For the string "main", report how many lines in the records below contain it, and nothing more.

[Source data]
= = =
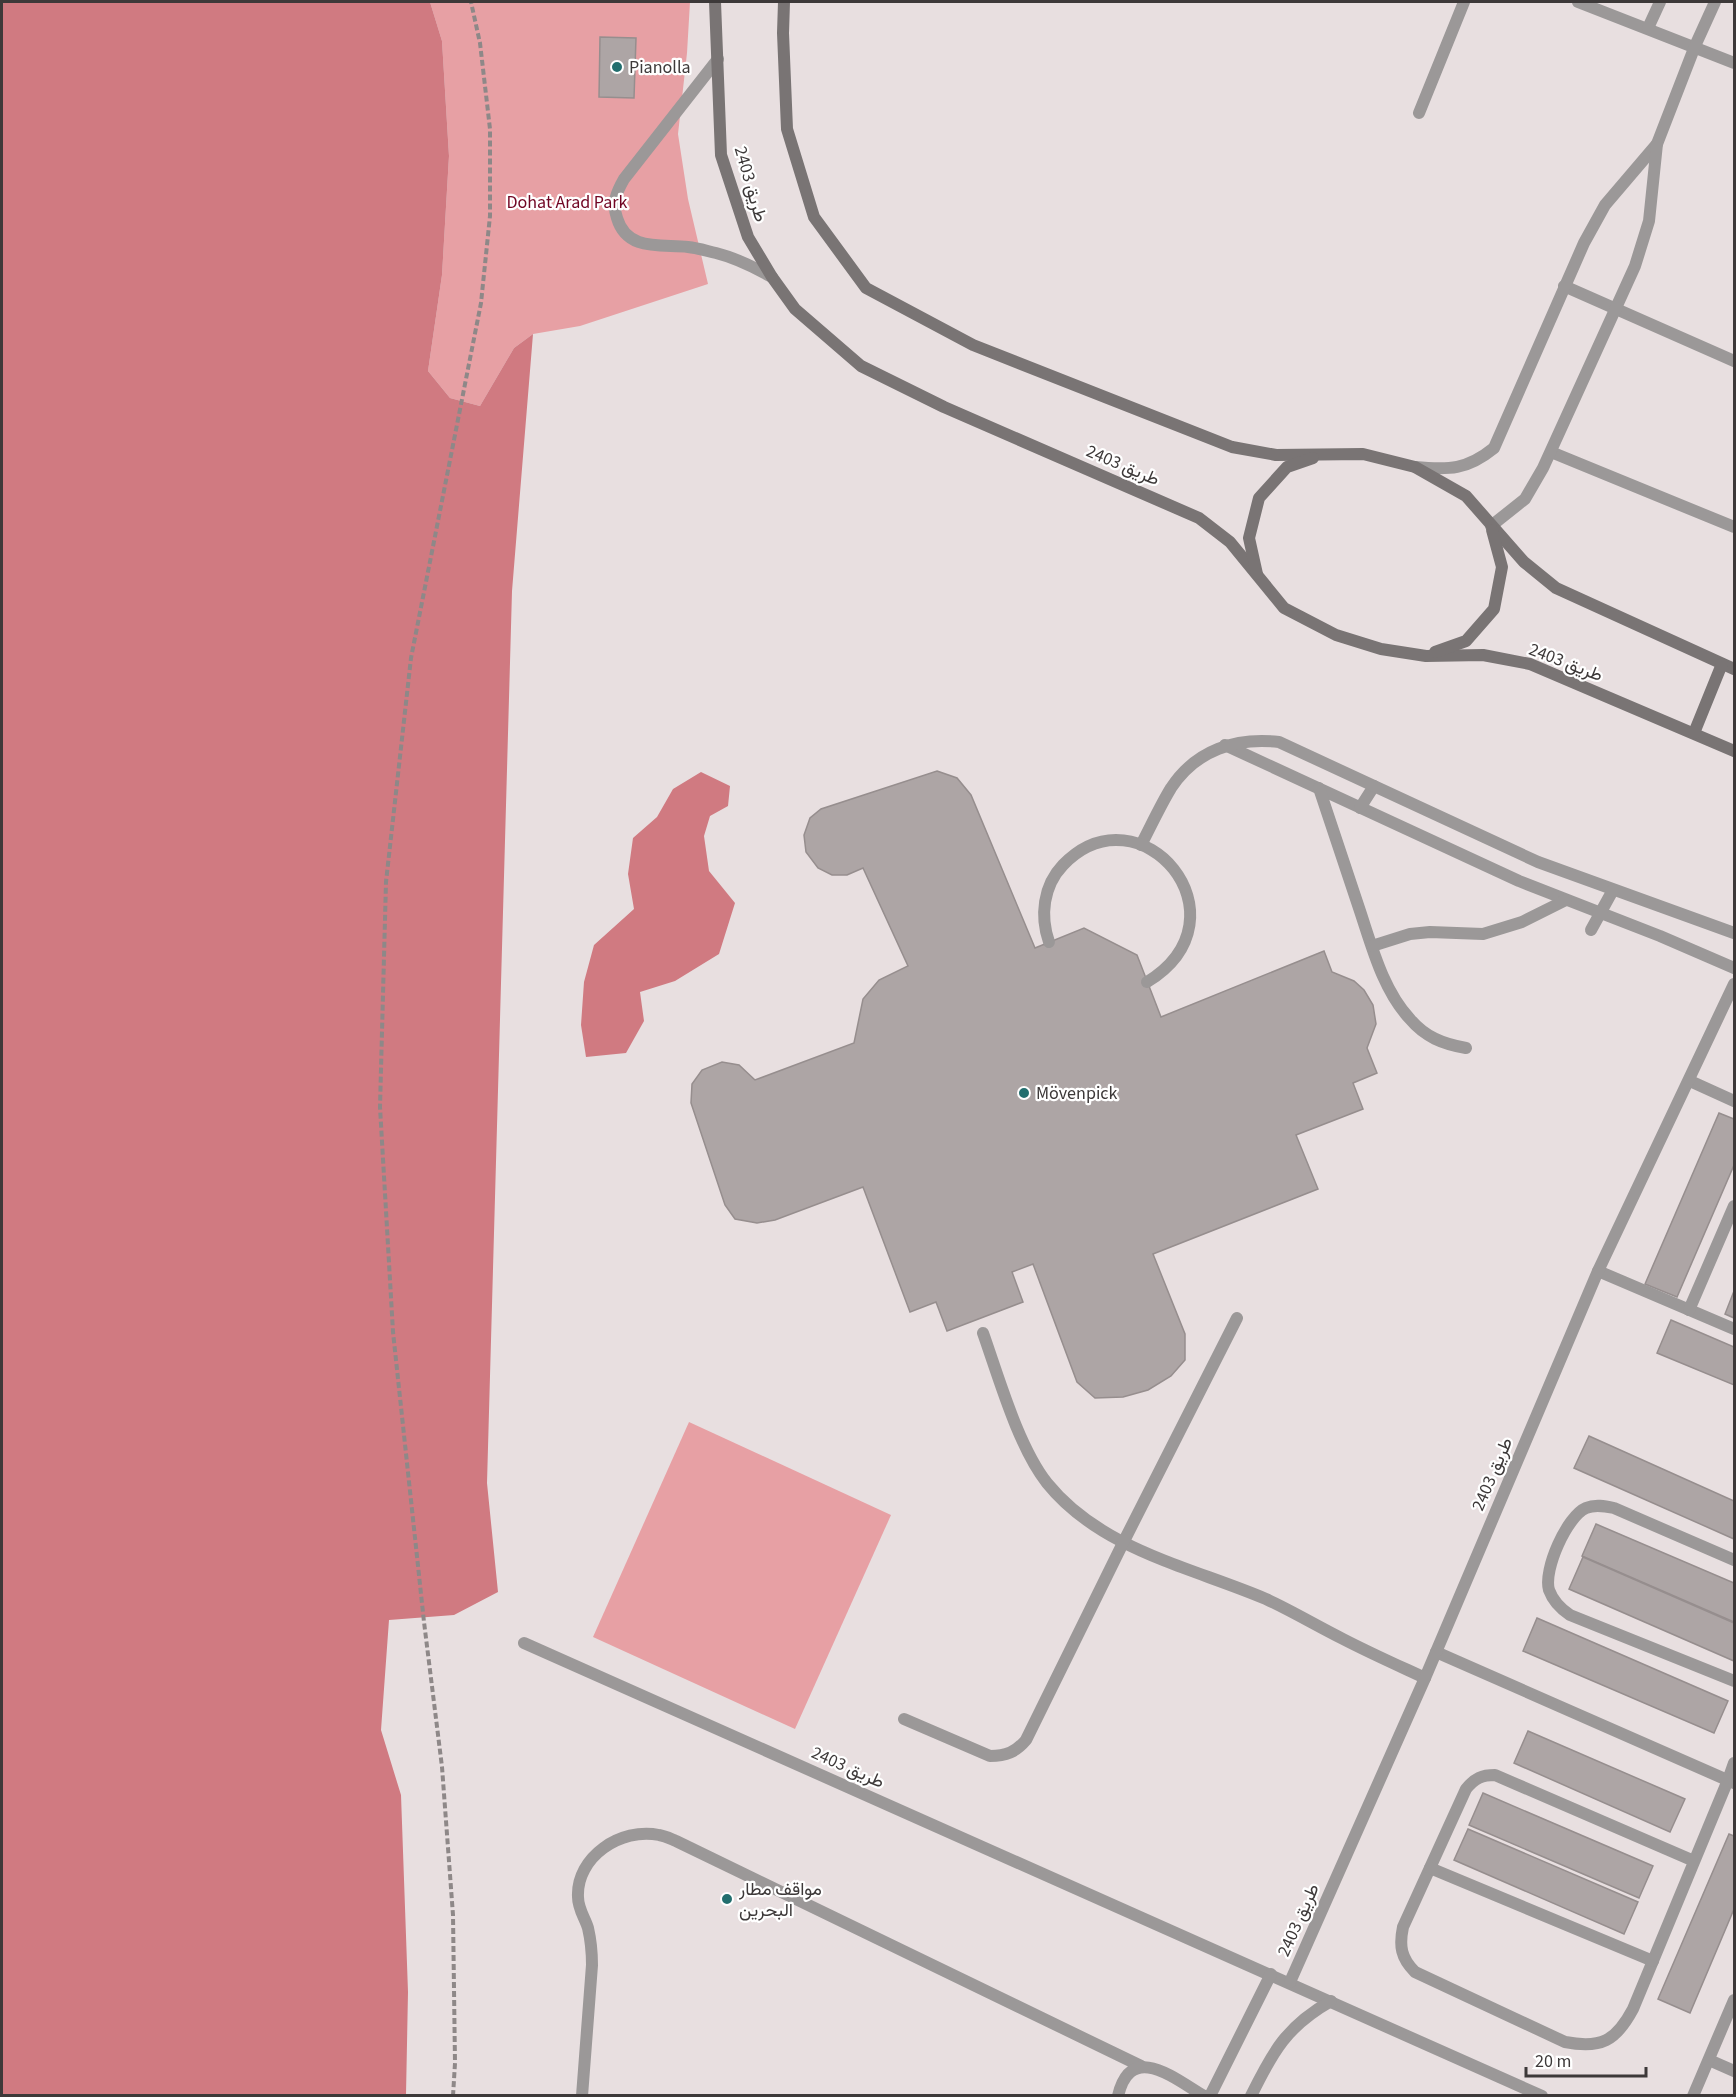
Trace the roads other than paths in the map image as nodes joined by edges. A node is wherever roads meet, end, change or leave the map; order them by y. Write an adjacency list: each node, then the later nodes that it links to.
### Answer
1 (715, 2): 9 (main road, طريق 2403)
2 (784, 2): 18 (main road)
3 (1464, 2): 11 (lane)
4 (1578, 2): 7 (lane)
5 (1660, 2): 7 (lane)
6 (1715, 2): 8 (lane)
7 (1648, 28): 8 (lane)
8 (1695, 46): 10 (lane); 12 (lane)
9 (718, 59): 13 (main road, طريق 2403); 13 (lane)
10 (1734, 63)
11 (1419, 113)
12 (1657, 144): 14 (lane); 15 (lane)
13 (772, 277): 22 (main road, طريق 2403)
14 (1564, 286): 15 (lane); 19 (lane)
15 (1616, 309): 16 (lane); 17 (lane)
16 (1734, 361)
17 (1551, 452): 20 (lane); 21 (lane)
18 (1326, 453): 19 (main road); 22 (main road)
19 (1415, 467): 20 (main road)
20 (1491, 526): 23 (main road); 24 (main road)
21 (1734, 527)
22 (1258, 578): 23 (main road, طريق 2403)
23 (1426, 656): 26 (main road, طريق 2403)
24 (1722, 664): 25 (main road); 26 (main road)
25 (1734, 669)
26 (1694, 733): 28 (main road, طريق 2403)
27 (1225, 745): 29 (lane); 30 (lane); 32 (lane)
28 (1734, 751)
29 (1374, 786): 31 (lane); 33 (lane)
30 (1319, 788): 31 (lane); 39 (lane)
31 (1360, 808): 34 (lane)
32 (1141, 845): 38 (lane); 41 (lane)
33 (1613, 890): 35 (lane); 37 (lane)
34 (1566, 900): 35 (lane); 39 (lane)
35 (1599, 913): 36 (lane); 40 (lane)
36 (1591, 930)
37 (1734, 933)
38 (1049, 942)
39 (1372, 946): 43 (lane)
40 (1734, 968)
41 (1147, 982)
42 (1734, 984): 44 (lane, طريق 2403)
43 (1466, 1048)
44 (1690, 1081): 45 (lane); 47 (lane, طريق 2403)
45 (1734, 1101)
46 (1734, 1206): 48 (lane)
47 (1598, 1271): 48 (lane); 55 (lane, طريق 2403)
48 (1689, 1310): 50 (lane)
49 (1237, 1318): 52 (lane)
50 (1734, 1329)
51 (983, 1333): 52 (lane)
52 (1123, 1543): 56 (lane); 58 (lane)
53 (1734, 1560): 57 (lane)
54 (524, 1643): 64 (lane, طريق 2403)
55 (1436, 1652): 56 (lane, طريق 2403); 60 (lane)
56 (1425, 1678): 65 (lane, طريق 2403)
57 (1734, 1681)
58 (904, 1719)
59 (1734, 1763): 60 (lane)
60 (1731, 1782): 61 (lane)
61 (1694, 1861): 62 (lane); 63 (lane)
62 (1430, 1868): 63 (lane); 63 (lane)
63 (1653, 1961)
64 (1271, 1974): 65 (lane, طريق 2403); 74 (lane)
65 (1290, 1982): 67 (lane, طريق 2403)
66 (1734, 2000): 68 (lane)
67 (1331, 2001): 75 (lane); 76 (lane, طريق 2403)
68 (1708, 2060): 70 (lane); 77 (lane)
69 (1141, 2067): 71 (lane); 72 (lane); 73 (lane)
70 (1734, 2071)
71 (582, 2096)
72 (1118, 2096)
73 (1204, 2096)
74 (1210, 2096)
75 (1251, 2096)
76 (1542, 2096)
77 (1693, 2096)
= = =
> Solution for this exercise
11